Neuroscience grad a researcher and role model

Natalie King

“What’s always piqued my interest is the novelty of discovery,” says new Ph.D. Natalie King. Photo: Roberta Dupuis-Devlin/UIC Photo Services

Don’t limit yourself to just one dream, Natalie King says.

“It’s about being aware of what you want to do with your life,” King said. “’You don’t need to fit some mold.’

At age 26, King is one of the youngest students to graduate from UIC’s neuroscience doctoral program. She completed her coursework and research, including a complex study on autism, while pursuing a career as an international model.

King started college at 16 after combining her junior and senior years in high school. She received a degree in biology from Oakwood University in Alabama, then was recruited to the College of Medicine’s Bridge to the Doctorate Program for underrepresented minorities in neuroscience.

“Neuroscience was one of the subjects I really liked in undergrad and exploring the field at UIC, I fell in love with it pretty early,” she said. “What’s always piqued my interest is the novelty of discovery.”

King conducted her dissertation research with Mark Rasenick, distinguished university professor of physiology and biophysics. The researchers examined blood cells to determine the importance of serotonin and its receptors in children who have autism, King said.

“We’re trying to come up with a very simple screening to use patients’ blood cells to predict what therapies will be useful for kids with autism,” Rasenick explained. “Natalie was very dedicated to the problem and understood it from both a scientific and humanistic level.”

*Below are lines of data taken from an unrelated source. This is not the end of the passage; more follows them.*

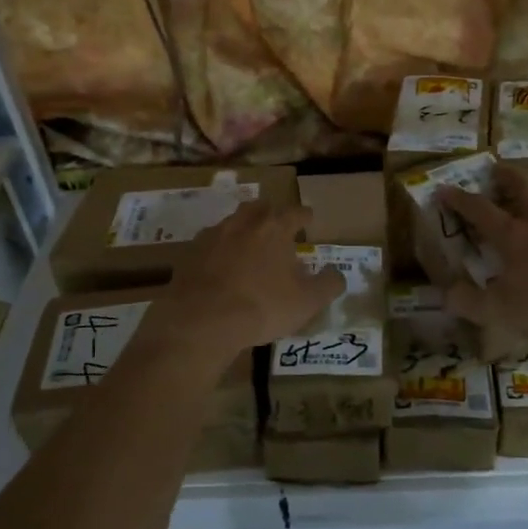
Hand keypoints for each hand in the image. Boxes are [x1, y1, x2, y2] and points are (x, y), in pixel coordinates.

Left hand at [146, 201, 346, 358]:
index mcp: (274, 228)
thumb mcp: (307, 301)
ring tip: (249, 245)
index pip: (295, 212)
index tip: (309, 218)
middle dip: (270, 214)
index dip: (304, 215)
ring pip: (231, 223)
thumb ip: (328, 284)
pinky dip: (219, 251)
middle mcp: (242, 223)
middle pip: (259, 208)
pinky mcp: (189, 255)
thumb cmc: (262, 306)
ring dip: (242, 230)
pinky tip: (221, 266)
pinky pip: (209, 245)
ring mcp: (212, 236)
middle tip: (277, 225)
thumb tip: (338, 274)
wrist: (202, 320)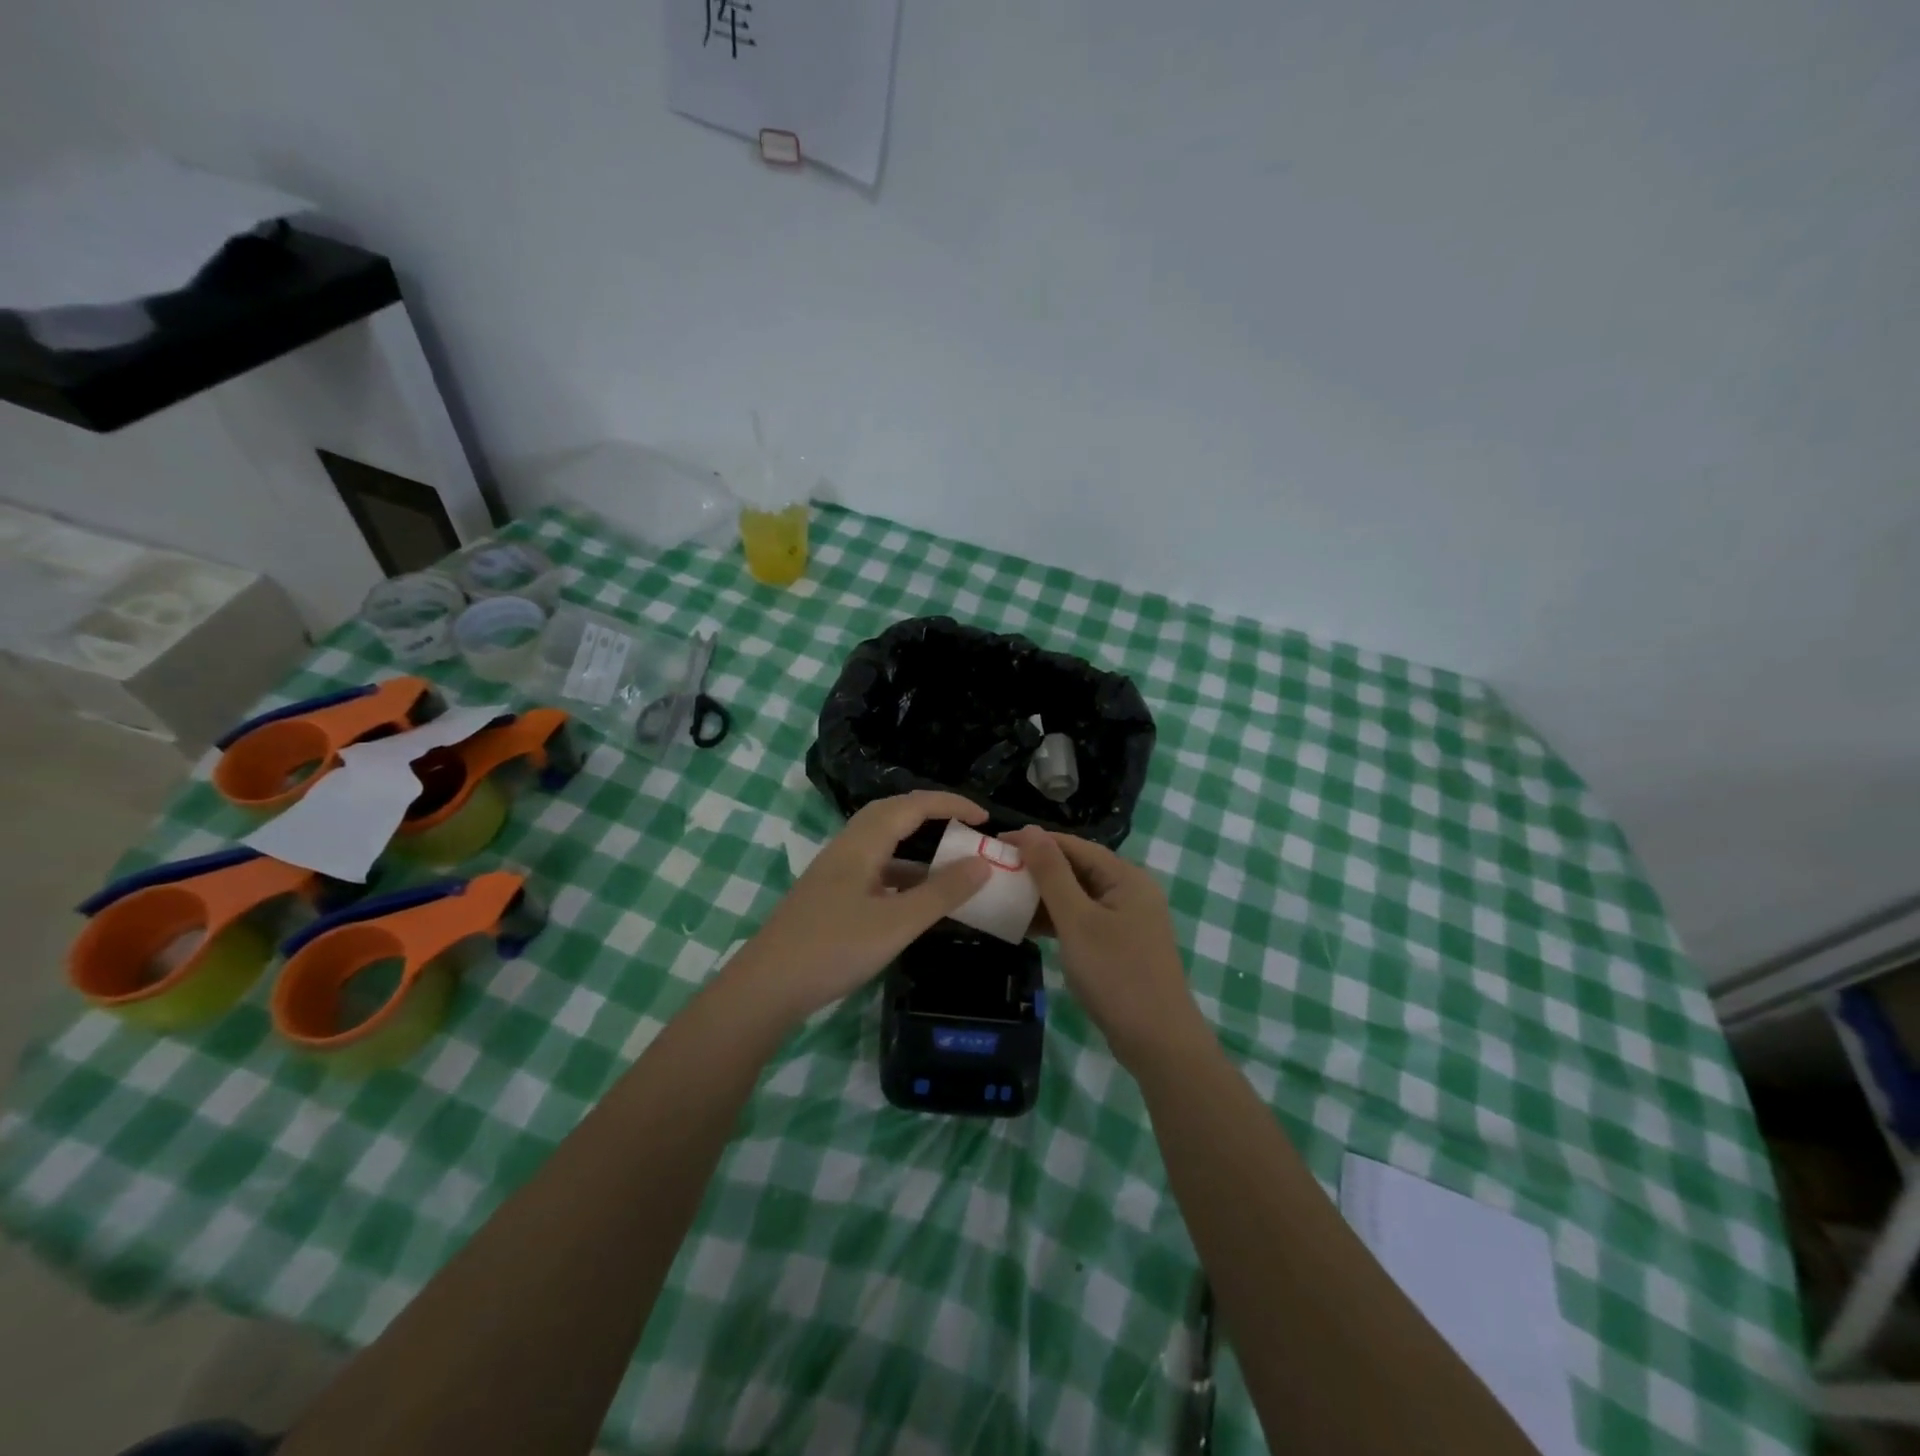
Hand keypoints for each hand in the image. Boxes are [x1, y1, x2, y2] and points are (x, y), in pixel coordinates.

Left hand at [723, 792, 992, 1026]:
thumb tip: (982, 862)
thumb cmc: (834, 949)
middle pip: (892, 814)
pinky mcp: (830, 896)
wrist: (767, 987)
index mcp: (862, 844)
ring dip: (916, 846)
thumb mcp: (897, 923)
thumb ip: (941, 892)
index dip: (949, 803)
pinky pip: (874, 869)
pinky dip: (901, 873)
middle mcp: (846, 848)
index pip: (912, 805)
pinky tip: (914, 899)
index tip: (984, 817)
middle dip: (931, 813)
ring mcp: (835, 873)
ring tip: (949, 863)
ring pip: (882, 843)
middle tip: (965, 827)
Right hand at [1004, 827, 1201, 1067]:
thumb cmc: (1116, 974)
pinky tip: (1029, 927)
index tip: (996, 843)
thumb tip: (1030, 831)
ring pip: (1078, 896)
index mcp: (1126, 876)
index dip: (1035, 841)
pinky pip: (1083, 920)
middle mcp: (1130, 890)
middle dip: (1037, 869)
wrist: (1158, 1042)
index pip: (1074, 845)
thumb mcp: (1077, 921)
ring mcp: (1127, 920)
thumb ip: (1052, 874)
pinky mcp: (1120, 945)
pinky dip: (1058, 920)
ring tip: (1005, 898)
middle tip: (996, 872)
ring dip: (1044, 897)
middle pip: (1077, 868)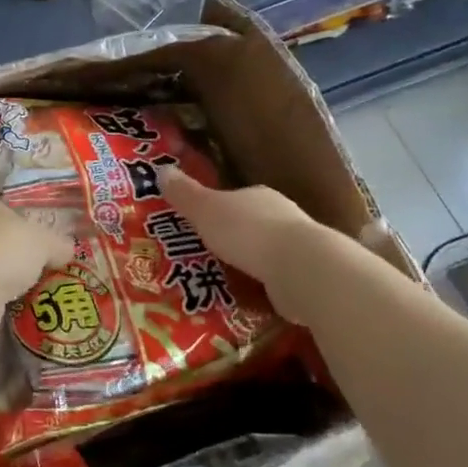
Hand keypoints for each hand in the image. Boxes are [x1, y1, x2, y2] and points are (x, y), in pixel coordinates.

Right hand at [161, 168, 319, 323]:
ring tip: (221, 279)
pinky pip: (275, 278)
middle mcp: (282, 217)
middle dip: (231, 237)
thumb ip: (185, 194)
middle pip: (251, 224)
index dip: (216, 208)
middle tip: (204, 254)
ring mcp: (298, 248)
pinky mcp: (305, 276)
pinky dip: (261, 285)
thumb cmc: (248, 232)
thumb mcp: (206, 210)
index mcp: (259, 196)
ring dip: (247, 263)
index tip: (199, 223)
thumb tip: (161, 169)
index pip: (236, 197)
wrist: (302, 269)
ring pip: (265, 252)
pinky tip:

Her Ph.D. completed, King is now working with the Liautaud Institute as its senior research specialist. She develops leadership development programs that center on emotional and social competency. “We’re teaching executives how to be leaders,” she said. “Emotional intelligence is something you have to practice.”

She’s continuing to work as a model, a career that took off while she was in graduate school. She’s modeled for the globally distributed Johnson’s “Gentle Treatment” hair care products and Black Opal cosmetics, as well as at local events such as Chicago Fashion Week.

“I applied 100 percent focus to my studies and modeling,” King said. “Modeling is always a part of me, like science.”

She dreams of owning her own business and wants to pursue opportunities in motivational speaking and writing. She published her first e-book in 2013, “The Ultimate Graduate School Survival Guide.” “I want to give back through speaking,” King said. “I want to reach out to young girls, not only about science, but also about having a healthy body image.”

Women interested in science careers should find a good mentor and dive into research, King said.

“Get your hands dirty as much as possible,” she said. “I’m a really big advocate of mentorship — find someone who is doing what you think you want to do. Science is a pretty heavy field and make sure you know that’s want you want to do.”